> TASK STATEMENT
The records that follow are to be transcribed in full, without their images.

··· RECORDS SHOWN

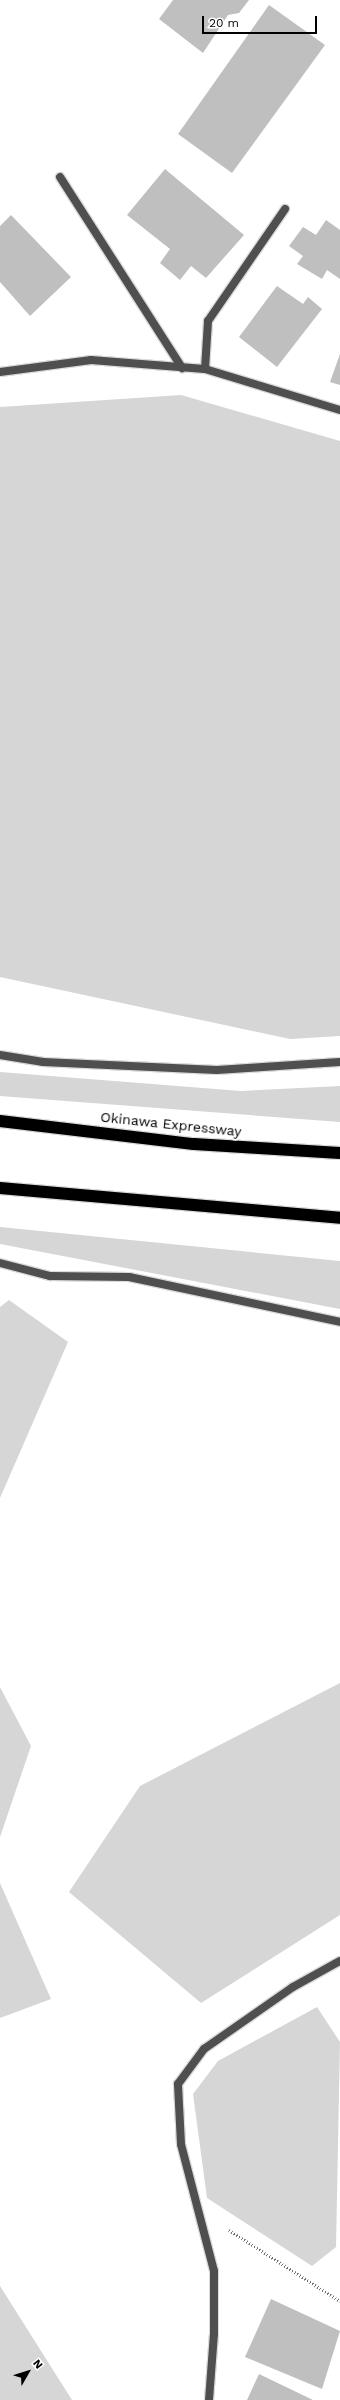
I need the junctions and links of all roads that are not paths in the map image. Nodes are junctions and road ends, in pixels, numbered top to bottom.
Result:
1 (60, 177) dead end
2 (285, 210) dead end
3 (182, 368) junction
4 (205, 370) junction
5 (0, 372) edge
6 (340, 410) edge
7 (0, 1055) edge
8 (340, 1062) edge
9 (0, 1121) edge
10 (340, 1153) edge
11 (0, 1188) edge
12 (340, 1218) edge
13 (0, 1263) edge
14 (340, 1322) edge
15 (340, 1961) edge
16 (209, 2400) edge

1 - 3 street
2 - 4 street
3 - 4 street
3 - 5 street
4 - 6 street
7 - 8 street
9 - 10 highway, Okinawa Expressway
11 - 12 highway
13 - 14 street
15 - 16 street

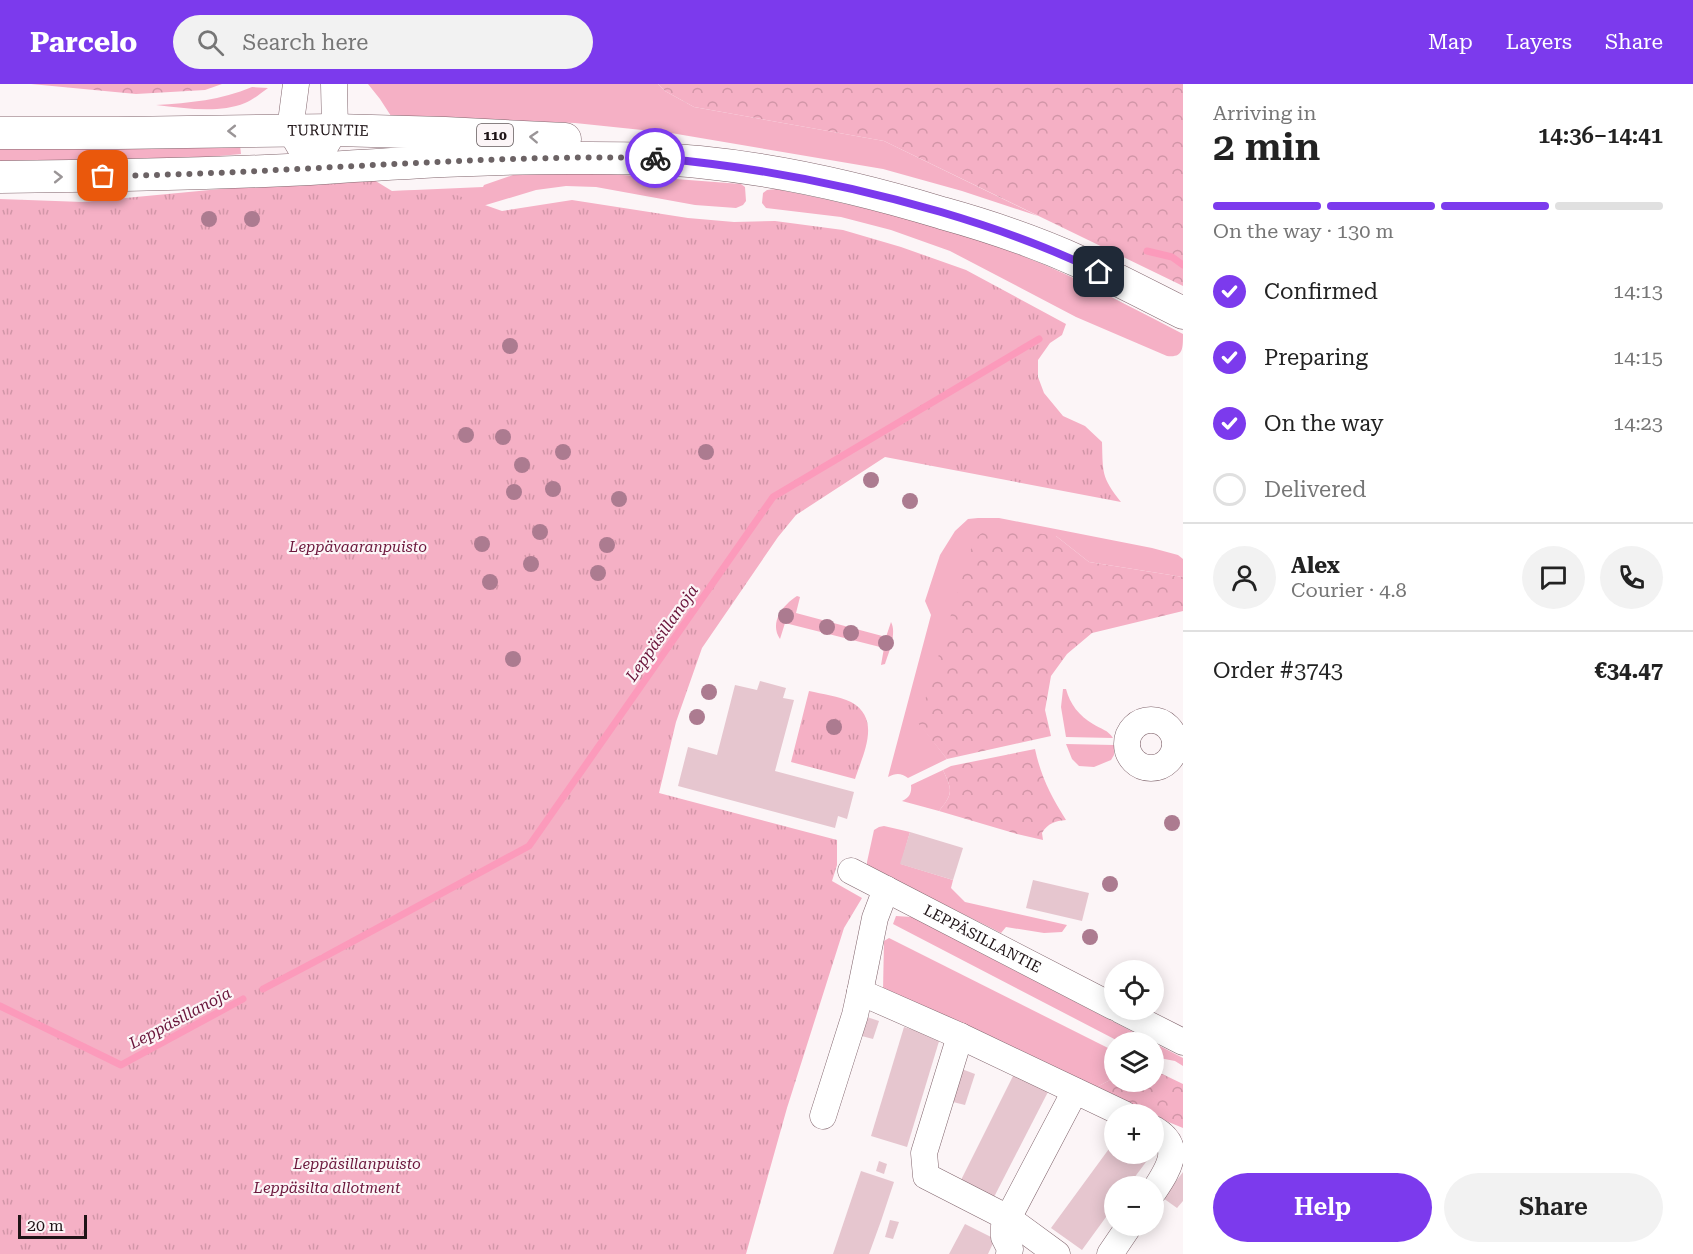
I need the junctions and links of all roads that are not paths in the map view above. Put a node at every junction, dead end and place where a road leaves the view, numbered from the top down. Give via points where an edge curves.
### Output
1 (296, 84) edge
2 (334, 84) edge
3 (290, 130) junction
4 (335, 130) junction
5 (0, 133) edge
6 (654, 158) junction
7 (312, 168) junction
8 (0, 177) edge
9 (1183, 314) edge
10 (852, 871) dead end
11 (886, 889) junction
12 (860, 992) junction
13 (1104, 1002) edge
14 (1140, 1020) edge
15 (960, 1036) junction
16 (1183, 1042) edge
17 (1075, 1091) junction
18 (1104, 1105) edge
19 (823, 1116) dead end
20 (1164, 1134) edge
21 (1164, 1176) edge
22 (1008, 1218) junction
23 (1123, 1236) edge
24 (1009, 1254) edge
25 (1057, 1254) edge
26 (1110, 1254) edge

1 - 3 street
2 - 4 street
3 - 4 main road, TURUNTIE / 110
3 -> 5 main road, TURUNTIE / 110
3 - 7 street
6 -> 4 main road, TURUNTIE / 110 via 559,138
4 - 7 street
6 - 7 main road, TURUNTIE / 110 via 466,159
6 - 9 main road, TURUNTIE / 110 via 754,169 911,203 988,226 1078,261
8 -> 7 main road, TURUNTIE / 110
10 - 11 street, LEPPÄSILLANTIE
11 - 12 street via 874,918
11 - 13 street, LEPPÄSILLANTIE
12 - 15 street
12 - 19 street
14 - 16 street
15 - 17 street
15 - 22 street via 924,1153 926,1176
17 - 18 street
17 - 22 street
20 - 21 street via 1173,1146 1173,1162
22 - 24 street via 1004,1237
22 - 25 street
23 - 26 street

······

> RESULT BELOW
I need the junctions and links of all roads that are not paths in the map image. Nodes are junctions and road ends, in pixels, numbered top to bottom.
Result:
1 (60, 177) dead end
2 (285, 210) dead end
3 (182, 368) junction
4 (205, 370) junction
5 (0, 372) edge
6 (340, 410) edge
7 (0, 1055) edge
8 (340, 1062) edge
9 (0, 1121) edge
10 (340, 1153) edge
11 (0, 1188) edge
12 (340, 1218) edge
13 (0, 1263) edge
14 (340, 1322) edge
15 (340, 1961) edge
16 (209, 2400) edge

1 - 3 street
2 - 4 street
3 - 4 street
3 - 5 street
4 - 6 street
7 - 8 street
9 - 10 highway, Okinawa Expressway
11 - 12 highway
13 - 14 street
15 - 16 street

I need the junctions and links of all roads that are not paths in the map view above. Put a node at every junction, dead end and place where a road leaves the view, numbered from the top down. Give via points where an edge curves.
### Output
1 (296, 84) edge
2 (334, 84) edge
3 (290, 130) junction
4 (335, 130) junction
5 (0, 133) edge
6 (654, 158) junction
7 (312, 168) junction
8 (0, 177) edge
9 (1183, 314) edge
10 (852, 871) dead end
11 (886, 889) junction
12 (860, 992) junction
13 (1104, 1002) edge
14 (1140, 1020) edge
15 (960, 1036) junction
16 (1183, 1042) edge
17 (1075, 1091) junction
18 (1104, 1105) edge
19 (823, 1116) dead end
20 (1164, 1134) edge
21 (1164, 1176) edge
22 (1008, 1218) junction
23 (1123, 1236) edge
24 (1009, 1254) edge
25 (1057, 1254) edge
26 (1110, 1254) edge

1 - 3 street
2 - 4 street
3 - 4 main road, TURUNTIE / 110
3 -> 5 main road, TURUNTIE / 110
3 - 7 street
6 -> 4 main road, TURUNTIE / 110 via 559,138
4 - 7 street
6 - 7 main road, TURUNTIE / 110 via 466,159
6 - 9 main road, TURUNTIE / 110 via 754,169 911,203 988,226 1078,261
8 -> 7 main road, TURUNTIE / 110
10 - 11 street, LEPPÄSILLANTIE
11 - 12 street via 874,918
11 - 13 street, LEPPÄSILLANTIE
12 - 15 street
12 - 19 street
14 - 16 street
15 - 17 street
15 - 22 street via 924,1153 926,1176
17 - 18 street
17 - 22 street
20 - 21 street via 1173,1146 1173,1162
22 - 24 street via 1004,1237
22 - 25 street
23 - 26 street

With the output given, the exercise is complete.